Not realizing the effect of insisting that the estate plan be kept “as simple as possible.” Can a couple in a second marriage use Wills as their primary estate planning tool? Absolutely—in a situation where the couple signed a premarital agreement and kept some or all of their assets separate, Wills can be a fine choice. If no premarital agreement was signed or if the couple holds any assets jointly, a Will-based estate plan relies on trust more than anything else; that is, that the second spouse will not remarry without signing a premarital agreement with their future spouse or make changes to the Will after the current spouse passes away. In some instances this can work out, in others not.

Assuming that children from a prior marriage have more default rights than they actually do. When a person gets married without a premarital agreement, the spouse automatically has rights to a certain percentage of the decedent’s property, even if the decedent has children. The spouse also gets preference to serve as personal representative in the decedent’s estate.

Relying on instructions or a hope that someone will “do the right thing.” Sometimes in an attempt to avoid formal estate administration, people add a spouse or a child as a co-owner or pay on death (POD) beneficiary to some or all of their assets. When done in conjunction with an estate plan, beneficiary designations can be a great tool. In some cases, though, they are relied on to other family members’ detriment.
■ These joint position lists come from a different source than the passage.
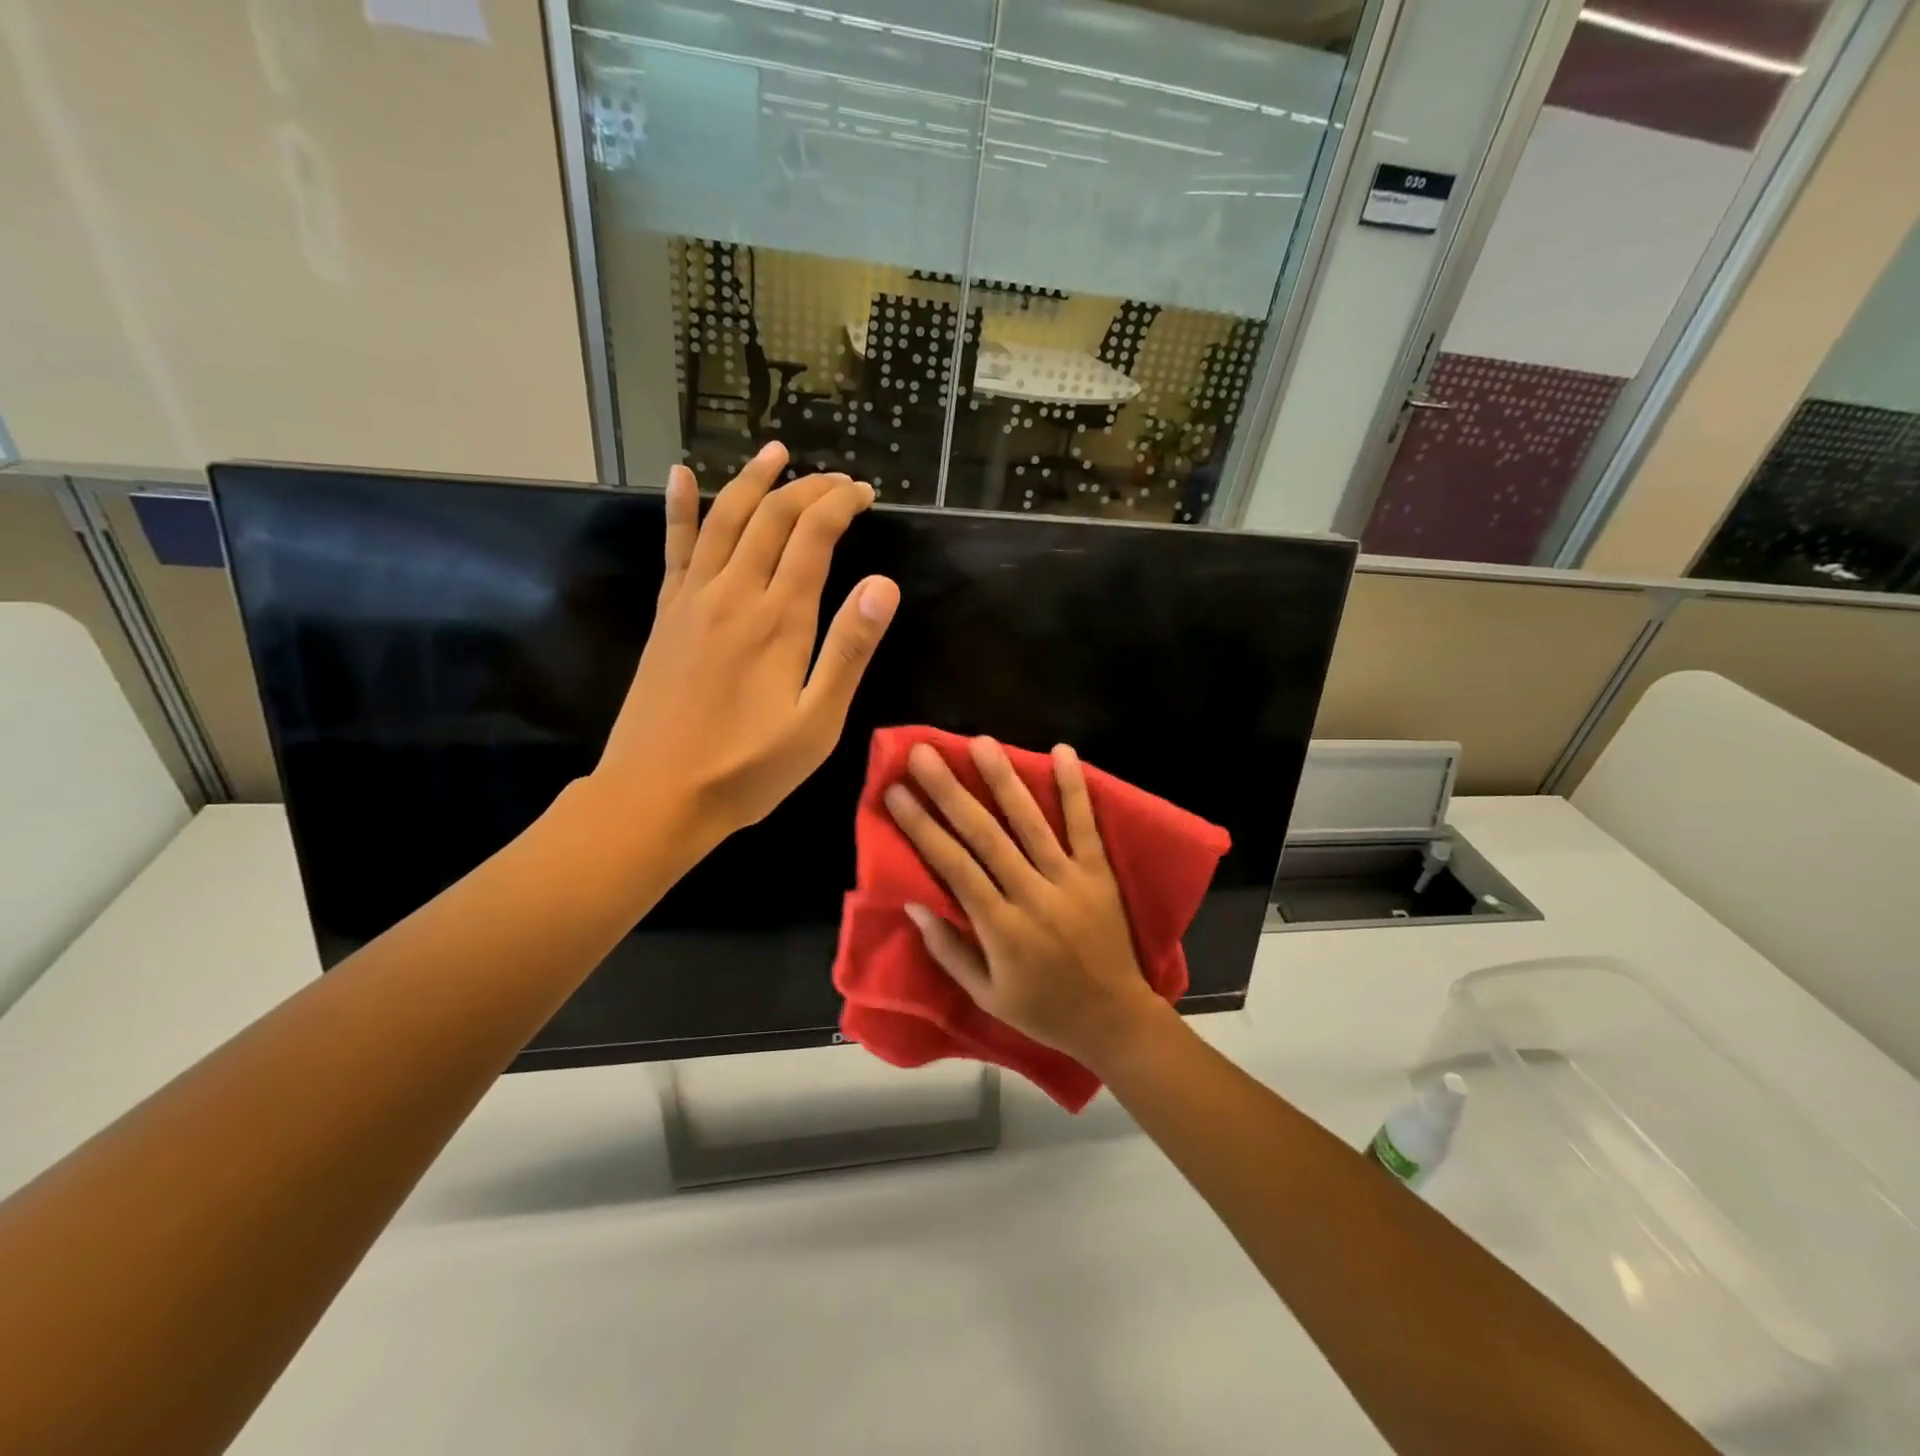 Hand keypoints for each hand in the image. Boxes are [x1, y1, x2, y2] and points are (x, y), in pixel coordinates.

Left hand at [592, 442, 898, 850]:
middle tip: (839, 479)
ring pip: (725, 519)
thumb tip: (884, 585)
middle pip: (772, 517)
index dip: (841, 505)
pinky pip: (674, 548)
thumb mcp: (817, 722)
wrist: (656, 795)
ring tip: (776, 452)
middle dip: (809, 489)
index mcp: (779, 619)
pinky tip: (682, 475)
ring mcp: (693, 600)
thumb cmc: (747, 769)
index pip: (814, 536)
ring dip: (753, 481)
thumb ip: (849, 650)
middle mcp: (734, 593)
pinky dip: (680, 507)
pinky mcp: (667, 615)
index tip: (865, 494)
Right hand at [883, 737, 1168, 1068]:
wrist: (1114, 1020)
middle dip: (951, 791)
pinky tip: (1063, 752)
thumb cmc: (1042, 1010)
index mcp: (1001, 928)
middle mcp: (1032, 895)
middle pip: (985, 835)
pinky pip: (1086, 825)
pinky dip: (1075, 788)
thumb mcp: (986, 995)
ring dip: (1004, 780)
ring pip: (1031, 822)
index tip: (896, 793)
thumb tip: (914, 902)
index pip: (953, 867)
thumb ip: (949, 949)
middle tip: (923, 754)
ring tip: (980, 742)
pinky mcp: (1100, 873)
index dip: (922, 827)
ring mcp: (1069, 880)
The surviving co-owner or POD beneficiary becomes the legal owner of the account upon the other owner’s death, and has no obligation whatsoever to divvy up the account among other siblings, stepsiblings, or a stepparent. This strategy can also leave the surviving co-owner or POD beneficiary with an obligation to file a gift tax return.

Being in denial about family dynamics. A huge yet often overlooked value that comes from signing a Will or Trust is that it names one person to be in charge of the administration. This is as important in low net worth situations as it is in large estates. An estate with little assets, no Will, and beneficiaries who do not get along can lead to a very expensive administration. Whether it’s a levelheaded child or a totally independent person or bank, selecting someone in advance can help save everyone money (and drama!)

Commingling assets. Even if a person has a Will leaving all or some portion of their estate to the children, that Will only controls assets in their name alone. To the extent that a person titles assets with their spouse jointly, their children’s inheritance will decrease accordingly.

Not addressing long term care. What if one of the spouses needs assisted living or nursing care? Are separate assets going to be used first, or will joint assets need to be tapped into to pay for this care? What if the first spouse has already passed and the first spouse’s children have not inherited anything yet? If assets need to be exhausted for the stepparent’s care, are those children out of luck?

If you are in a blended family situation, it's crucial to take proactive steps to protect your children and ensure your wishes are carried out. An estate planning attorney can help you navigate these challenges and create a plan that addresses your unique family and financial circumstances.